# [Your objective]
Only the lines holding "Masjid" are wanted here; copy each from the listing.

---------- Entries supplied ----------

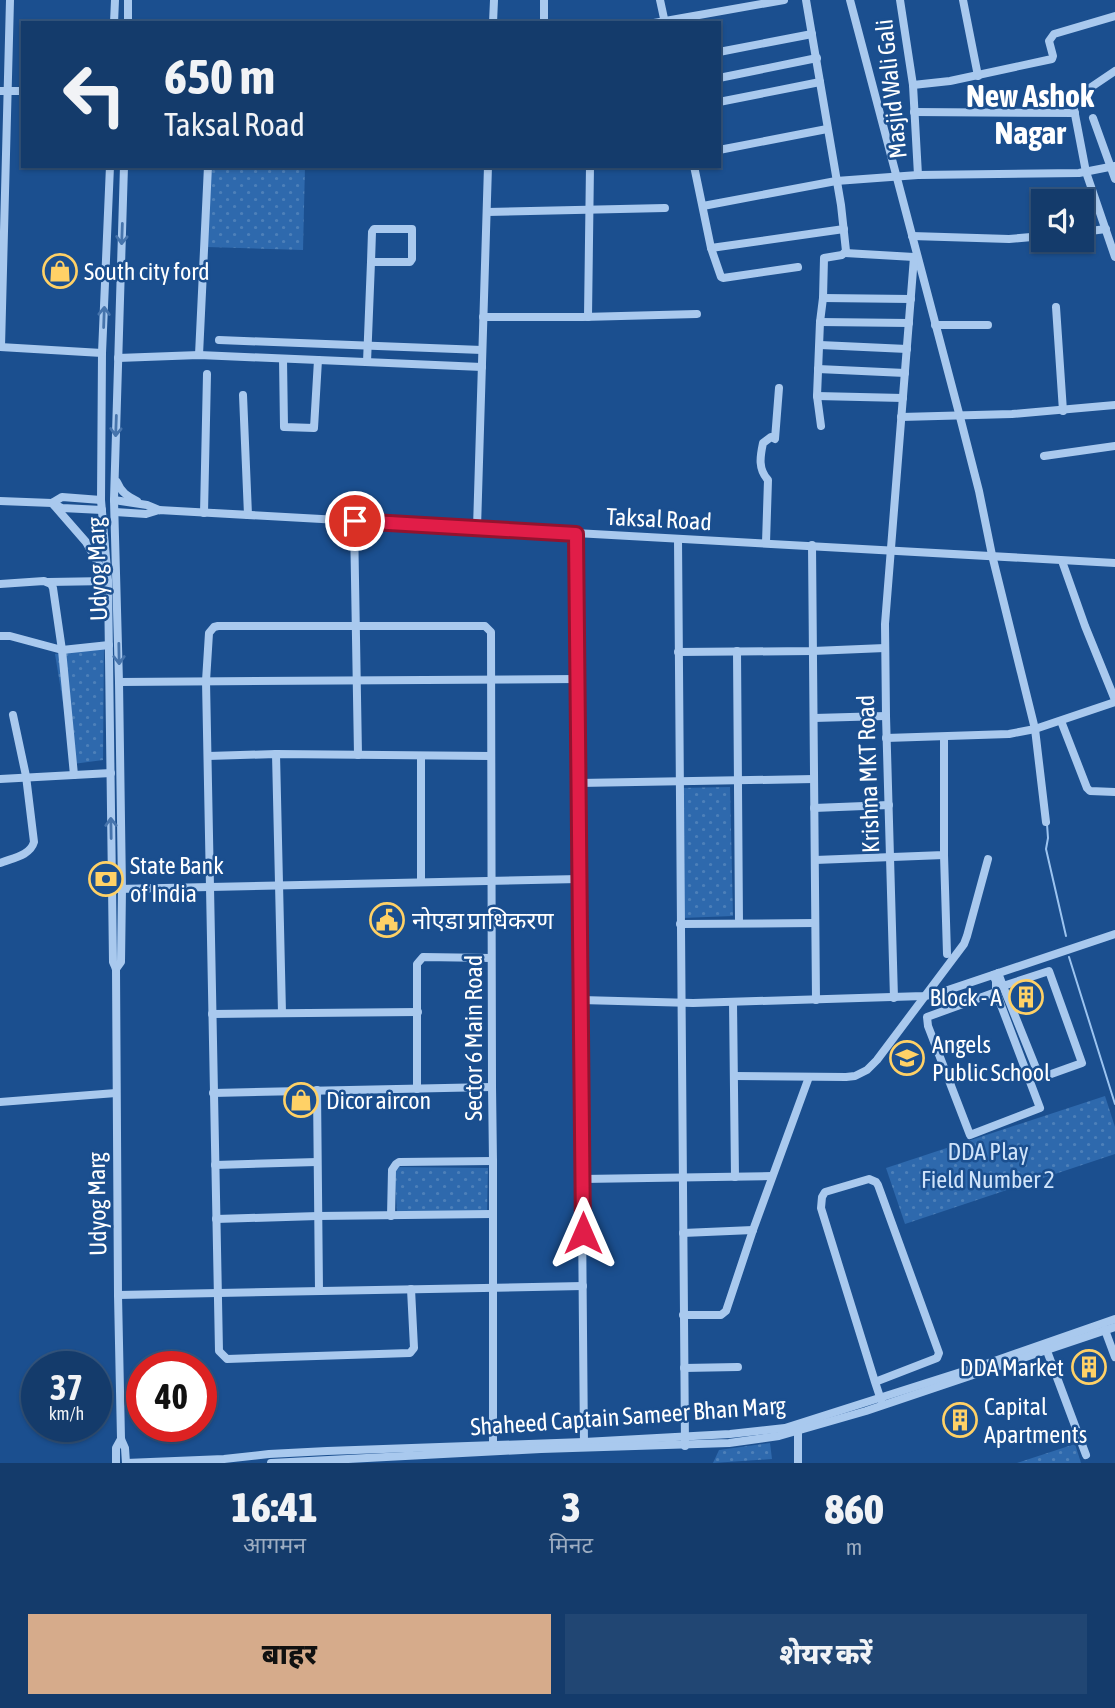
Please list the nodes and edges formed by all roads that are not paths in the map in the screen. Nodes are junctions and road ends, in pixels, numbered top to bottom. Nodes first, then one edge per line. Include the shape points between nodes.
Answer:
1 (10, 0) edge
2 (115, 0) edge
3 (128, 0) edge
4 (494, 0) edge
5 (544, 0) edge
6 (660, 0) edge
7 (784, 0) edge
8 (806, 0) edge
9 (850, 0) edge
10 (901, 0) edge
11 (966, 1) edge
12 (1115, 16) edge
13 (114, 21) edge
14 (128, 21) edge
15 (493, 21) edge
16 (544, 21) edge
17 (665, 21) edge
18 (670, 21) edge
19 (812, 34) junction
20 (721, 52) edge
21 (817, 58) junction
22 (1115, 71) edge
23 (978, 76) junction
24 (721, 78) edge
25 (820, 82) junction
26 (913, 85) junction
27 (4, 91) edge
28 (721, 102) edge
29 (914, 112) junction
30 (1075, 113) junction
31 (1093, 118) dead end
32 (827, 129) junction
33 (721, 150) edge
34 (1113, 167) edge
35 (110, 168) edge
36 (124, 168) edge
37 (208, 168) edge
38 (488, 168) edge
39 (590, 168) edge
40 (694, 168) edge
41 (1086, 172) junction
42 (918, 175) junction
43 (897, 177) junction
44 (1115, 179) edge
45 (836, 181) junction
46 (702, 206) junction
47 (665, 208) dead end
48 (589, 210) junction
49 (487, 212) junction
50 (844, 229) junction
51 (1106, 229) junction
52 (1094, 230) edge
53 (912, 236) junction
54 (1031, 237) edge
55 (711, 248) junction
56 (914, 252) junction
57 (2, 253) edge
58 (845, 253) junction
59 (1115, 257) edge
60 (370, 262) junction
61 (799, 267) dead end
62 (824, 298) junction
63 (911, 299) junction
64 (1056, 307) dead end
65 (696, 314) dead end
66 (484, 317) junction
67 (588, 317) junction
68 (820, 322) junction
69 (909, 323) junction
70 (935, 325) junction
71 (988, 325) dead end
72 (219, 340) dead end
73 (820, 345) junction
74 (368, 346) junction
75 (1, 347) edge
76 (907, 349) junction
77 (482, 350) junction
78 (102, 353) junction
79 (199, 355) junction
80 (118, 358) junction
81 (284, 359) junction
82 (318, 360) junction
83 (367, 362) junction
84 (482, 367) junction
85 (818, 369) junction
86 (905, 373) junction
87 (207, 374) dead end
88 (779, 388) dead end
89 (243, 395) dead end
90 (817, 396) junction
91 (903, 398) junction
92 (1115, 405) edge
93 (1063, 411) junction
94 (960, 417) junction
95 (901, 418) junction
96 (821, 426) dead end
97 (1115, 446) edge
98 (1044, 456) dead end
99 (114, 476) junction
100 (101, 500) junction
101 (114, 500) junction
102 (0, 502) edge
103 (52, 503) junction
104 (147, 505) junction
105 (102, 510) junction
106 (159, 510) junction
107 (115, 512) junction
108 (204, 513) junction
109 (248, 515) junction
110 (355, 521) junction
111 (477, 528) junction
112 (576, 534) junction
113 (678, 539) junction
114 (766, 543) junction
115 (812, 545) junction
116 (890, 550) junction
117 (992, 555) junction
118 (1062, 561) junction
119 (1115, 563) edge
120 (108, 581) junction
121 (48, 582) junction
122 (0, 584) edge
123 (356, 627) junction
124 (0, 636) edge
125 (109, 645) junction
126 (885, 648) junction
127 (62, 649) junction
128 (737, 651) junction
129 (813, 651) junction
130 (678, 652) junction
131 (578, 678) junction
132 (491, 679) junction
133 (357, 680) junction
134 (206, 681) junction
135 (1112, 681) edge
136 (119, 682) junction
137 (1115, 701) edge
138 (13, 715) dead end
139 (886, 716) junction
140 (814, 718) junction
141 (1061, 721) junction
142 (1035, 729) junction
143 (944, 737) junction
144 (886, 738) junction
145 (276, 754) junction
146 (358, 755) junction
147 (208, 756) junction
148 (421, 756) junction
149 (491, 757) junction
150 (111, 773) junction
151 (74, 775) junction
152 (26, 776) junction
153 (0, 779) edge
154 (814, 779) junction
155 (738, 780) junction
156 (679, 781) junction
157 (579, 783) junction
158 (1115, 792) edge
159 (889, 805) junction
160 (814, 808) junction
161 (1046, 822) dead end
162 (944, 855) junction
163 (890, 857) junction
164 (988, 859) dead end
165 (815, 860) junction
166 (0, 863) edge
167 (579, 879) junction
168 (491, 881) junction
169 (421, 882) junction
170 (279, 885) junction
171 (210, 887) junction
172 (112, 889) junction
173 (122, 889) junction
174 (739, 923) junction
175 (815, 923) junction
176 (680, 924) junction
177 (1115, 934) edge
178 (947, 954) dead end
179 (491, 958) junction
180 (116, 969) junction
181 (995, 974) junction
182 (999, 989) junction
183 (924, 996) junction
184 (894, 998) junction
185 (581, 1000) junction
186 (816, 1000) junction
187 (733, 1002) junction
188 (681, 1003) junction
189 (418, 1012) junction
190 (282, 1013) junction
191 (212, 1014) junction
192 (734, 1076) junction
193 (809, 1077) junction
194 (492, 1087) junction
195 (417, 1089) junction
196 (317, 1090) junction
197 (116, 1093) junction
198 (214, 1093) junction
199 (0, 1102) edge
200 (494, 1161) junction
201 (317, 1162) junction
202 (215, 1165) junction
203 (735, 1177) junction
204 (772, 1177) junction
205 (682, 1178) junction
206 (582, 1179) junction
207 (492, 1214) junction
208 (318, 1216) junction
209 (391, 1216) junction
210 (216, 1219) junction
211 (752, 1230) junction
212 (683, 1233) junction
213 (583, 1286) junction
214 (492, 1288) junction
215 (411, 1289) junction
216 (319, 1291) junction
217 (217, 1293) junction
218 (118, 1295) junction
219 (683, 1315) junction
220 (1115, 1319) edge
221 (1115, 1327) edge
222 (1105, 1331) junction
223 (1047, 1351) junction
224 (1115, 1357) edge
225 (738, 1367) dead end
226 (987, 1367) junction
227 (684, 1368) junction
228 (875, 1382) junction
229 (881, 1402) junction
230 (798, 1428) junction
231 (121, 1439) junction
232 (685, 1441) junction
233 (584, 1445) junction
234 (493, 1448) junction
235 (1086, 1455) dead end
236 (327, 1458) edge
237 (116, 1463) edge
238 (126, 1463) edge
239 (271, 1463) edge
240 (799, 1463) edge

1 - 27 street
2 - 13 street
3 - 14 street
4 - 15 street
5 - 16 street
6 - 17 street
7 - 18 street
8 - 19 street
9 - 43 street
10 - 26 street, Masjid Wali Gali
11 - 23 street
12 - 23 street via 1054,34 1049,41 1052,59
19 - 20 street
19 - 21 street
21 - 24 street
21 - 25 street
22 - 30 street via 1075,98
23 - 26 street
25 - 28 street
25 - 32 street
26 - 29 street, Masjid Wali Gali
27 - 57 street
29 - 30 street
29 - 42 street, Masjid Wali Gali
30 - 41 street
31 - 34 street
32 - 33 street
32 - 45 street
34 - 41 street
34 - 44 street
78 -> 35 street, Udyog Marg
36 -> 80 street, Udyog Marg
37 - 79 street
38 - 49 street
39 - 48 street
40 - 46 street
41 - 42 street
41 - 51 street
42 - 43 street
43 - 45 street
43 - 53 street
45 - 46 street
45 - 50 street
46 - 55 street
47 - 48 street
48 - 49 street
48 - 67 street
49 - 66 street
50 - 55 street
50 - 58 street
51 - 52 street
51 - 59 street
53 - 54 street
53 - 56 street
55 - 61 street via 723,278
56 - 58 street
56 - 63 street, Krishna MKT Road
56 - 70 street
57 - 75 street
58 - 62 street via 824,258
60 - 60 street via 410,262 412,229 374,229
60 - 74 street
62 - 63 street
62 - 68 street
63 - 69 street, Krishna MKT Road
64 - 93 street
65 - 67 street
66 - 67 street
66 - 77 street
68 - 69 street
68 - 73 street
69 - 76 street, Krishna MKT Road
70 - 71 street
70 - 94 street
72 - 74 street
73 - 76 street
73 - 85 street
74 - 77 street
74 - 83 street
75 - 78 street
76 - 86 street, Krishna MKT Road
77 - 84 street
78 - 100 street, Udyog Marg
79 - 80 street
79 - 81 street
80 -> 99 street, Udyog Marg
81 - 82 street
81 - 82 street via 284,427 289,428 314,428
82 - 83 street
83 - 84 street
84 - 111 street
85 - 86 street
85 - 90 street
86 - 91 street, Krishna MKT Road
87 - 108 street
88 - 114 street via 775,439 763,443 760,460 768,480
89 - 109 street
90 - 91 street
90 - 96 street
91 - 95 street, Krishna MKT Road
92 - 93 street
93 - 94 street
94 - 95 street
94 - 117 street
95 - 116 street, Krishna MKT Road
97 - 98 street
99 - 101 street, Udyog Marg
99 - 104 street via 124,494
100 - 103 street via 62,497
100 - 105 street, Udyog Marg
101 - 104 street, Taksal Road
101 - 107 street, Udyog Marg
102 - 103 street
103 - 105 street via 62,508
103 - 120 street via 86,542
104 - 106 street, Taksal Road
105 - 120 street, Udyog Marg
106 - 107 street, Taksal Road
106 - 108 street, Taksal Road
107 -> 136 street, Udyog Marg
108 - 109 street, Taksal Road
109 - 110 street, Taksal Road
110 - 111 street, Taksal Road
110 - 123 street
111 - 112 street, Taksal Road
112 - 113 street, Taksal Road
112 - 131 street
113 - 114 street, Taksal Road
113 - 130 street
114 - 115 street, Taksal Road
115 - 116 street, Taksal Road
115 - 129 street
116 - 117 street, Taksal Road
116 - 126 street, Krishna MKT Road
117 - 118 street, Taksal Road
117 - 142 street
118 - 119 street, Taksal Road
118 - 135 street
120 - 121 street
120 - 125 street, Udyog Marg
121 - 122 street
121 - 127 street via 53,588
123 - 132 street, Sector 6 Main Road via 485,626 491,632
123 - 133 street
123 - 134 street via 214,627 209,633
124 - 127 street
125 - 127 street
125 - 150 street, Udyog Marg
126 - 129 street
126 - 139 street, Krishna MKT Road
127 - 151 street
128 - 129 street
128 - 130 street
128 - 155 street
129 - 140 street
130 - 156 street
131 - 132 street
131 - 157 street
132 - 133 street
132 - 149 street, Sector 6 Main Road
133 - 134 street
133 - 146 street
134 - 136 street
134 - 147 street
135 - 137 street
136 - 173 street, Udyog Marg
137 - 141 street
138 - 152 street
139 - 140 street
139 - 144 street, Krishna MKT Road
140 - 154 street
141 - 142 street
141 - 158 street via 1087,788
142 - 143 street
142 - 161 street
143 - 144 street
143 - 162 street
144 - 159 street, Krishna MKT Road
145 - 146 street
145 - 147 street
145 - 170 street
146 - 148 street
147 - 171 street
148 - 149 street
148 - 169 street
149 - 168 street, Sector 6 Main Road
150 - 151 street
172 -> 150 street, Udyog Marg
151 - 152 street
152 - 153 street
152 - 166 street via 33,846
154 - 155 street
154 - 160 street
155 - 156 street
155 - 174 street
156 - 157 street
156 - 176 street
157 - 167 street
159 - 160 street
159 - 163 street, Krishna MKT Road
160 - 165 street
162 - 163 street
162 - 178 street
163 - 165 street
163 - 184 street, Krishna MKT Road
164 - 183 street via 966,940
165 - 175 street
167 - 168 street
167 - 185 street
168 - 169 street
168 - 179 street, Sector 6 Main Road
169 - 170 street
170 - 171 street
170 - 190 street
171 - 173 street
171 - 191 street
172 - 173 street
172 - 180 street, Udyog Marg
173 - 180 street, Udyog Marg via 121,962
174 - 175 street
174 - 176 street
175 - 186 street
176 - 188 street
177 - 181 street
179 - 189 street via 423,957 417,964
179 - 194 street, Sector 6 Main Road
180 - 197 street, Udyog Marg
181 - 182 street
181 - 183 street
182 - 182 street via 1049,971 1082,1063 1040,1078
182 - 182 street via 1040,1108 970,1135 927,1017
183 - 184 street
183 - 193 street via 867,1070 855,1076
184 - 186 street
185 - 188 street
185 - 206 street
186 - 187 street
187 - 188 street
187 - 192 street
188 - 205 street
189 - 190 street
189 - 195 street
190 - 191 street
191 - 198 street
192 - 193 street
192 - 203 street
193 - 204 street
194 - 195 street
194 - 200 street, Sector 6 Main Road
195 - 196 street
196 - 198 street
196 - 201 street
197 - 199 street
197 - 218 street, Udyog Marg
198 - 202 street
200 - 207 street, Sector 6 Main Road
200 - 209 street via 399,1162 392,1170
201 - 202 street
201 - 208 street
202 - 210 street
203 - 204 street
203 - 205 street
204 - 211 street
205 - 206 street
205 - 212 street
206 - 213 street
207 - 209 street
207 - 214 street, Sector 6 Main Road
208 - 209 street
208 - 210 street
208 - 216 street
210 - 217 street
211 - 212 street
211 - 219 street via 724,1313
212 - 219 street
213 - 214 street
213 - 233 street
214 - 215 street
214 - 234 street, Sector 6 Main Road
215 - 216 street
215 - 217 street via 412,1352 227,1359 219,1351
216 - 217 street
217 - 218 street
218 - 231 street, Udyog Marg
219 - 227 street
220 - 226 street, Shaheed Captain Sameer Bhan Marg
221 - 222 street, Shaheed Captain Sameer Bhan Marg
222 - 223 street, Shaheed Captain Sameer Bhan Marg
222 - 224 street
223 - 226 street, Shaheed Captain Sameer Bhan Marg
223 - 235 street
225 - 227 street
226 - 229 street, Shaheed Captain Sameer Bhan Marg
227 - 232 street
228 - 228 street via 821,1208 825,1192 869,1179 878,1185 939,1353 937,1358
228 - 229 street
229 - 230 street, Shaheed Captain Sameer Bhan Marg
230 - 232 street, Shaheed Captain Sameer Bhan Marg via 779,1436 729,1443
230 - 240 street
231 - 237 street, Udyog Marg
231 - 238 street, Udyog Marg
232 - 233 street, Shaheed Captain Sameer Bhan Marg
233 - 234 street, Shaheed Captain Sameer Bhan Marg
234 - 236 street, Shaheed Captain Sameer Bhan Marg
236 - 238 street, Shaheed Captain Sameer Bhan Marg via 269,1454
236 - 239 street, Shaheed Captain Sameer Bhan Marg

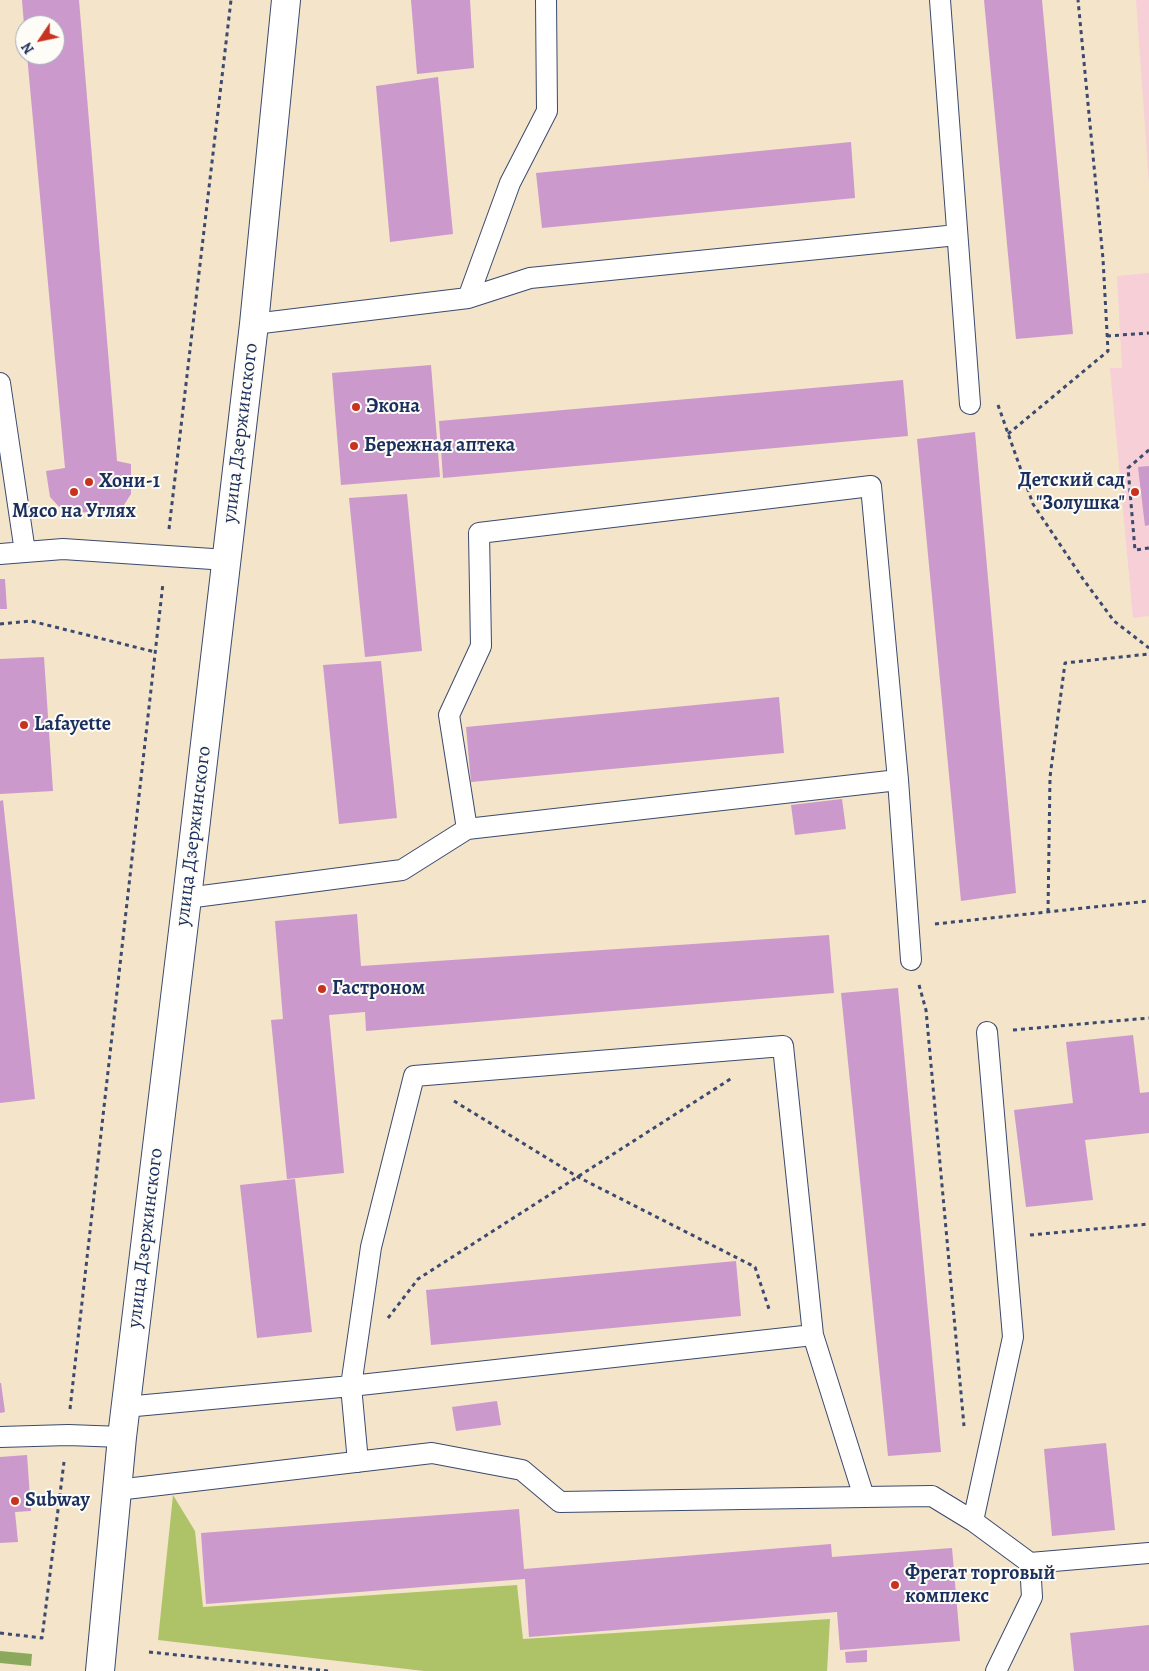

----------

# [Finished task]
10 - 26 street, Masjid Wali Gali
26 - 29 street, Masjid Wali Gali
29 - 42 street, Masjid Wali Gali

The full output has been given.